::: GIVEN DATA :::
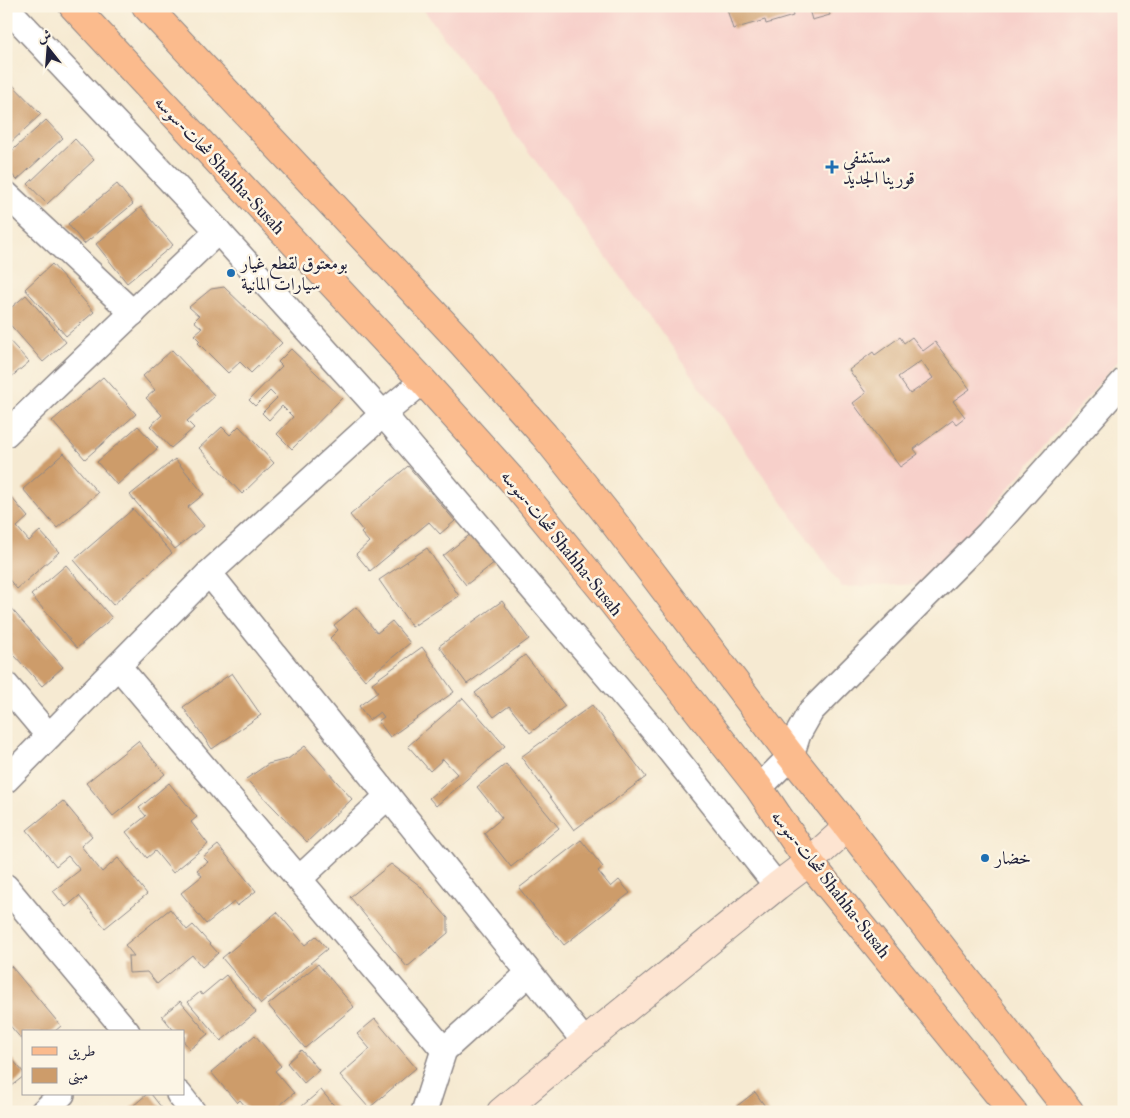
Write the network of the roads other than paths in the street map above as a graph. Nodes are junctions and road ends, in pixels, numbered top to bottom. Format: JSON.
:::
::: GIVEN DATA :::
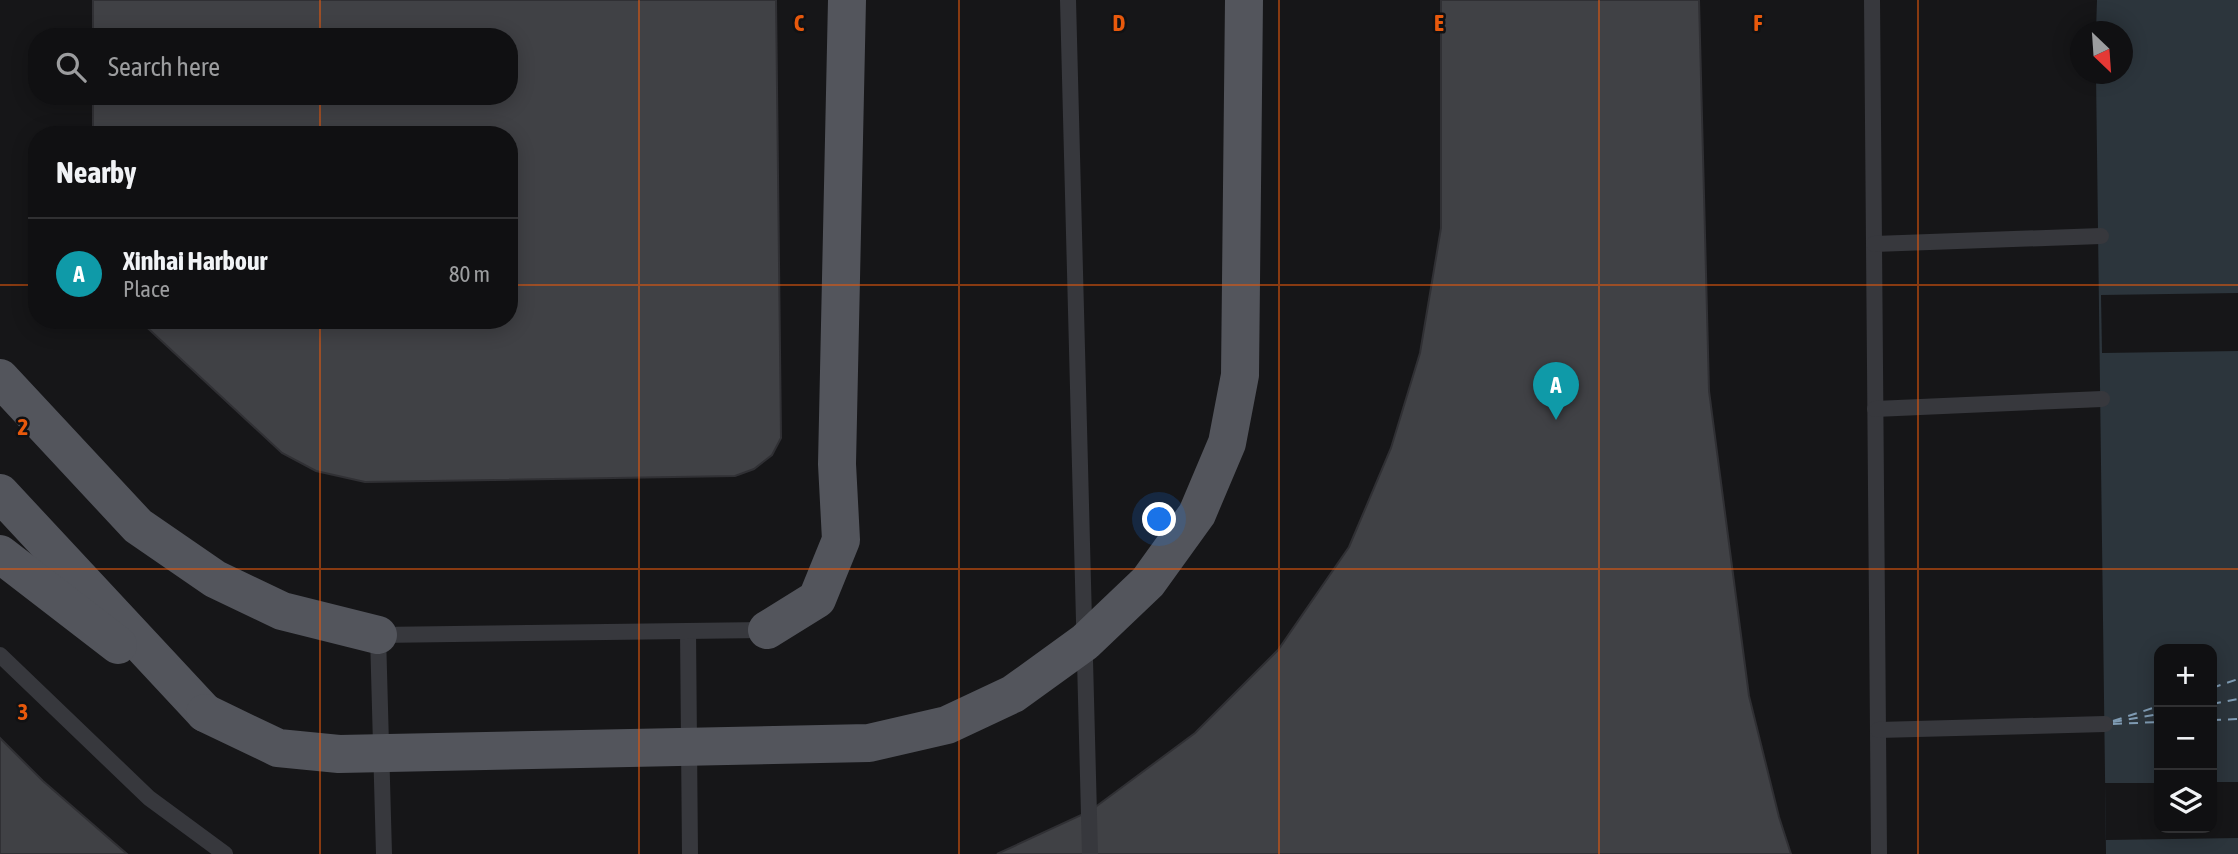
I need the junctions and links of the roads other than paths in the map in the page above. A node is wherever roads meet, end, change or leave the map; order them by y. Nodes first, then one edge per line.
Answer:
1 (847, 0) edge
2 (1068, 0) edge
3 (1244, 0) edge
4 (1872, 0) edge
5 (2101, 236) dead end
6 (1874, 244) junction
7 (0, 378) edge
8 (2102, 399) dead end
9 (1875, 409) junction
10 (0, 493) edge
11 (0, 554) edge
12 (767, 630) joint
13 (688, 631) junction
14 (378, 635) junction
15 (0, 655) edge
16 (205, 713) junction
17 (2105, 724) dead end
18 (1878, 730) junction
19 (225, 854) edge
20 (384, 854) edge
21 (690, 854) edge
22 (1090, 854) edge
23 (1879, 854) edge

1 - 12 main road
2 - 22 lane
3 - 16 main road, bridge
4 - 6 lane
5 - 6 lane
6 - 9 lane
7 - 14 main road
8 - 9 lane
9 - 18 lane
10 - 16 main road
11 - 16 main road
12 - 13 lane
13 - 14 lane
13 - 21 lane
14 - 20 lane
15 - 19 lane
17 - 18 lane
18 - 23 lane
:::
::: GIVEN DATA :::
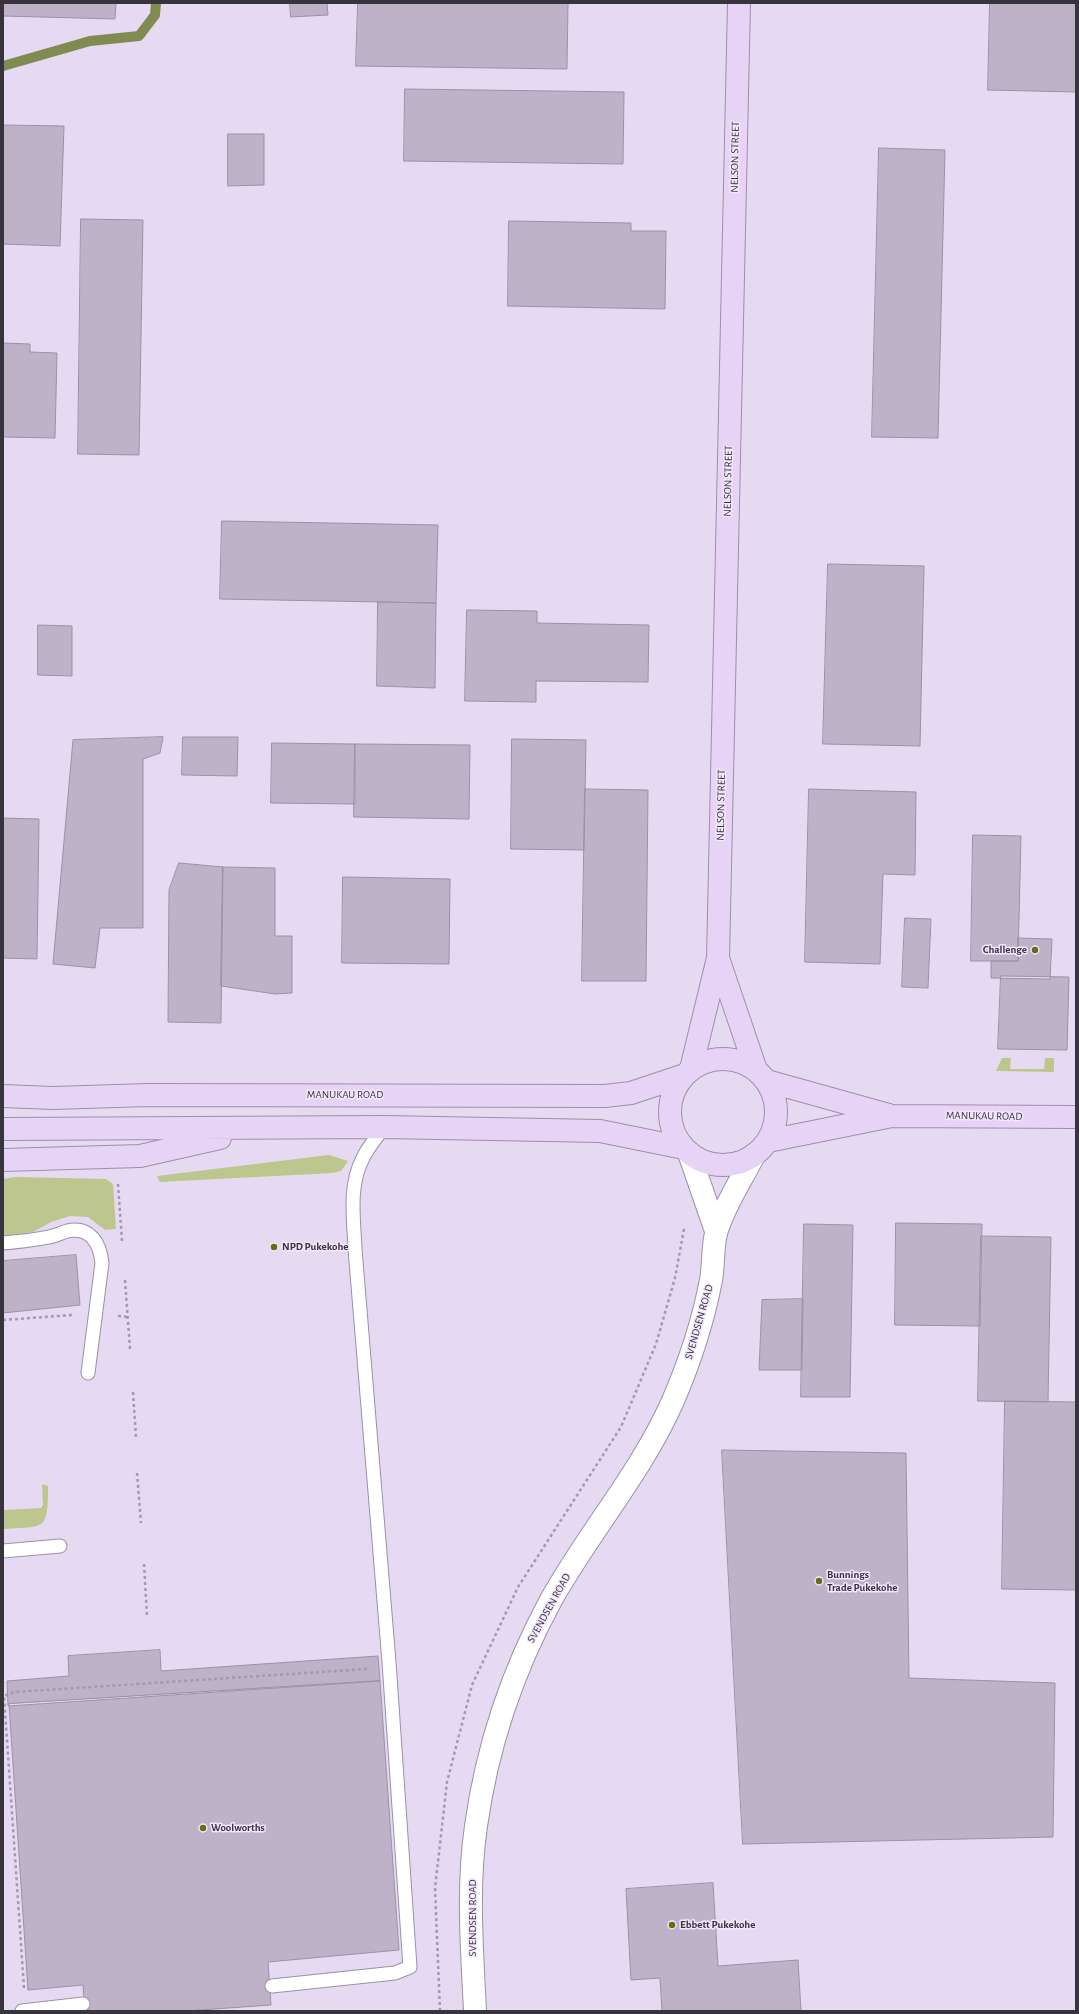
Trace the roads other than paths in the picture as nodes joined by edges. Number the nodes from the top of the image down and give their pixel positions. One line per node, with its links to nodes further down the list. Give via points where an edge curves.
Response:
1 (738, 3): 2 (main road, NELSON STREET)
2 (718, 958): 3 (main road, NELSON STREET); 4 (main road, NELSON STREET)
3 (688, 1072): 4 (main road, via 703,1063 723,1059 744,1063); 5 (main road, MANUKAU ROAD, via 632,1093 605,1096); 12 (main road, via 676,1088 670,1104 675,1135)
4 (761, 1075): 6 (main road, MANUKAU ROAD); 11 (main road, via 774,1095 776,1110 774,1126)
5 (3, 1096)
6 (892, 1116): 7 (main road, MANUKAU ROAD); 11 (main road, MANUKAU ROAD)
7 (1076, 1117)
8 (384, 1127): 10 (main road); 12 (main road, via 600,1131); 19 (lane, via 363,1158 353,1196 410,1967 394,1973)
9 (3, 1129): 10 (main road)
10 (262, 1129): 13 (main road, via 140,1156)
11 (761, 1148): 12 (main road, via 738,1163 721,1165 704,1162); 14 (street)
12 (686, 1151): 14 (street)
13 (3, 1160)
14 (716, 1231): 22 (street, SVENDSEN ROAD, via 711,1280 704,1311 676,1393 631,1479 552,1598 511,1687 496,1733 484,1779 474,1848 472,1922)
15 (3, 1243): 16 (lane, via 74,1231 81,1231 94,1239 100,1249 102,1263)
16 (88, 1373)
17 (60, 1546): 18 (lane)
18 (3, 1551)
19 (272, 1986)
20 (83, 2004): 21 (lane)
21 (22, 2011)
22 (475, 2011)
:::
REQUIRED ACTION »
Scan the material above for the string "roads". Copy each line that holds it.

ANSWER SPACE »
Write the network of the roads other than paths in the street map above as a graph. Nodes are junctions and road ends, in pixels, numbered top to bottom. Format: JSON.
I need the junctions and links of the roads other than paths in the map in the page above. A node is wherever roads meet, end, change or leave the map; order them by y. Nodes first, then one edge per line.
Trace the roads other than paths in the picture as nodes joined by edges. Number the nodes from the top of the image down and give their pixel positions. One line per node, with its links to nodes further down the list. Give via points where an edge curves.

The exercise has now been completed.